Currently our RDC-based backbone structure determination has only been tested on small proteins. It is also appealing for determining the global folds of large proteins, such as Maltose-Binding Protein (MBP) (Choy et al. 2001), since conventional NOE-based structure determination approaches suffer from several limitations for large proteins, while RDCs provide an alternative source of geometric information for structure determination. Large proteins typically yield congested NOESY spectra with many overlapping peaks, which makes it difficult to obtain a sufficient number of unambiguous NOEs for computing an accurate initial global fold. Moreover, for large proteins, the poor sensitivity of TOCSY experiments, due to the fast transverse relaxation of protonated carbons, makes it almost impossible to obtain nearly complete side-chain resonance assignments, which further hinders NOE assignment. In contrast, RDCs provide global orientational restraints on inter-nuclear vectors, and can be combined with sparse NOE distance restraints to determine the initial global folds of even large proteins. In general, RDCs can be measured with high precision and can be assigned more efficiently than NOEs. This suggests that our RDC-based backbone structure determination approach can play an important role in high resolution structure determination for large proteins.
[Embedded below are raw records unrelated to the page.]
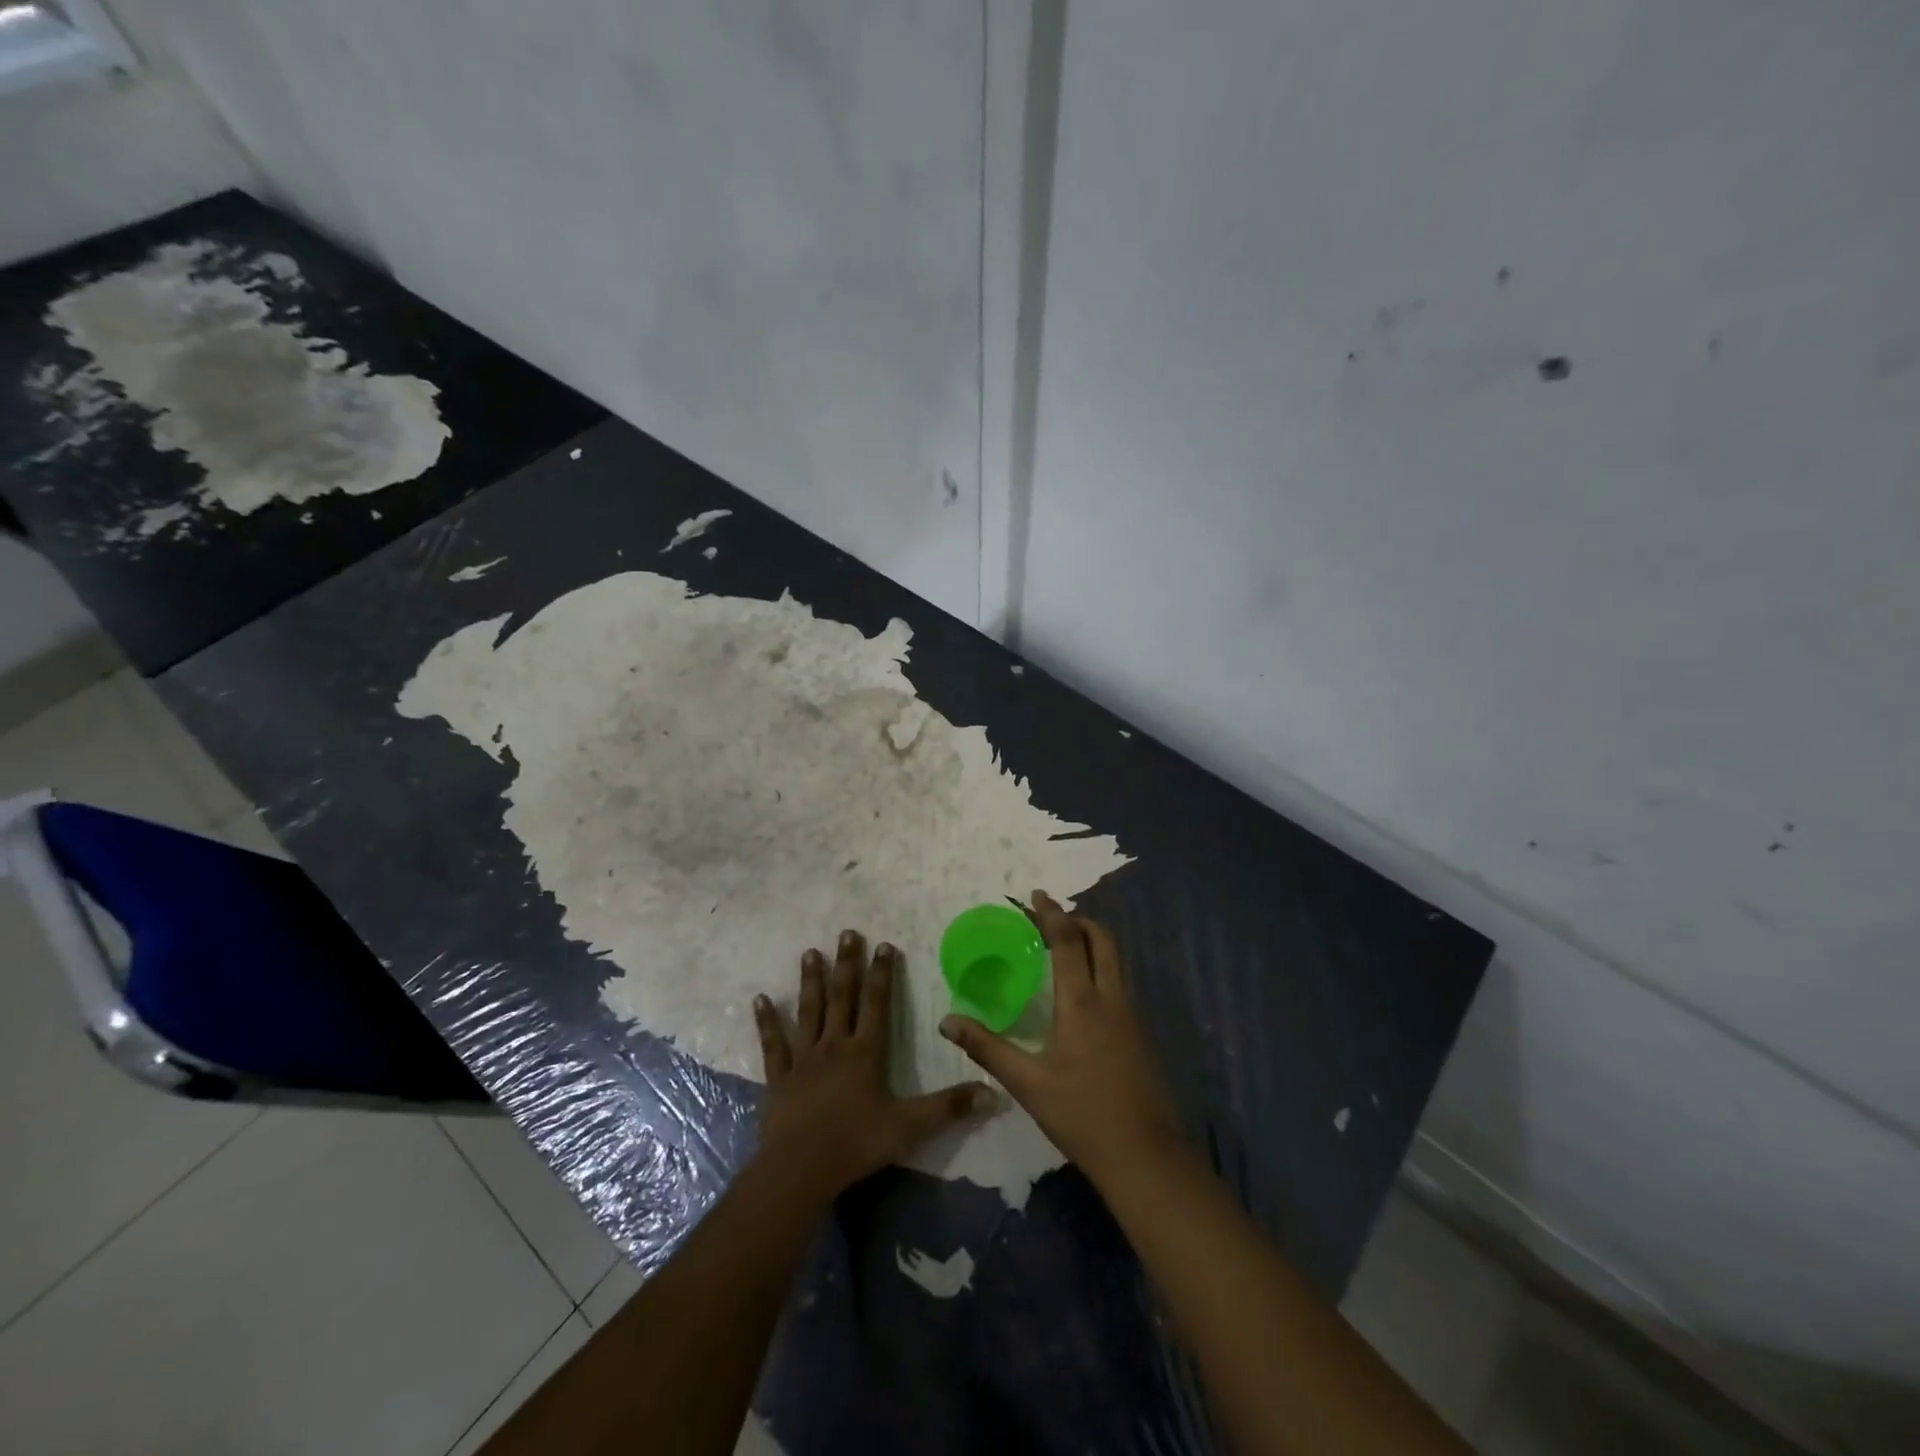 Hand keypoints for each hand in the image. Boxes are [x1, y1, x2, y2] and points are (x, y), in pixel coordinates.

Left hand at [753, 929, 994, 1202]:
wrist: (799, 1170)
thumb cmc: (856, 1144)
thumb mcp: (910, 1127)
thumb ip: (949, 1108)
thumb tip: (993, 1093)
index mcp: (865, 1052)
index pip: (877, 1003)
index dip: (882, 974)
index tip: (884, 945)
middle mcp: (834, 1045)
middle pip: (842, 997)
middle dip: (847, 964)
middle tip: (847, 933)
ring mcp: (803, 1059)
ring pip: (808, 1011)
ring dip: (811, 981)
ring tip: (810, 952)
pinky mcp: (779, 1077)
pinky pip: (773, 1043)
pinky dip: (767, 1021)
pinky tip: (760, 999)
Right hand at [940, 891, 1181, 1186]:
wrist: (1144, 1155)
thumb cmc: (1081, 1115)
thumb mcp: (1027, 1083)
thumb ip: (987, 1047)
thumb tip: (947, 1021)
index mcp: (1082, 1002)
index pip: (1068, 940)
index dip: (1051, 913)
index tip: (1035, 895)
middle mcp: (1111, 997)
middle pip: (1102, 938)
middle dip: (1077, 919)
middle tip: (1049, 916)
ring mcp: (1131, 1013)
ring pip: (1116, 958)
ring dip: (1092, 939)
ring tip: (1064, 943)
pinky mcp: (1140, 1031)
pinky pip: (1120, 979)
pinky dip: (1101, 964)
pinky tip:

In our MRF framework, the RDC-defined backbone conformation and the contact map information from the NOESY spectra are fully exploited to enforce the correct side-chain resonance assignments. The derived scoring function measures the probability of side-chain resonance assignments by matching the resulting back-computed NOE pattern with the NOESY spectra. As we demonstrated in the Results section, NASCA can assign a sufficient number of correct side-chain resonance assignments and NOE assignments that lead to accurate high-resolution structure determination.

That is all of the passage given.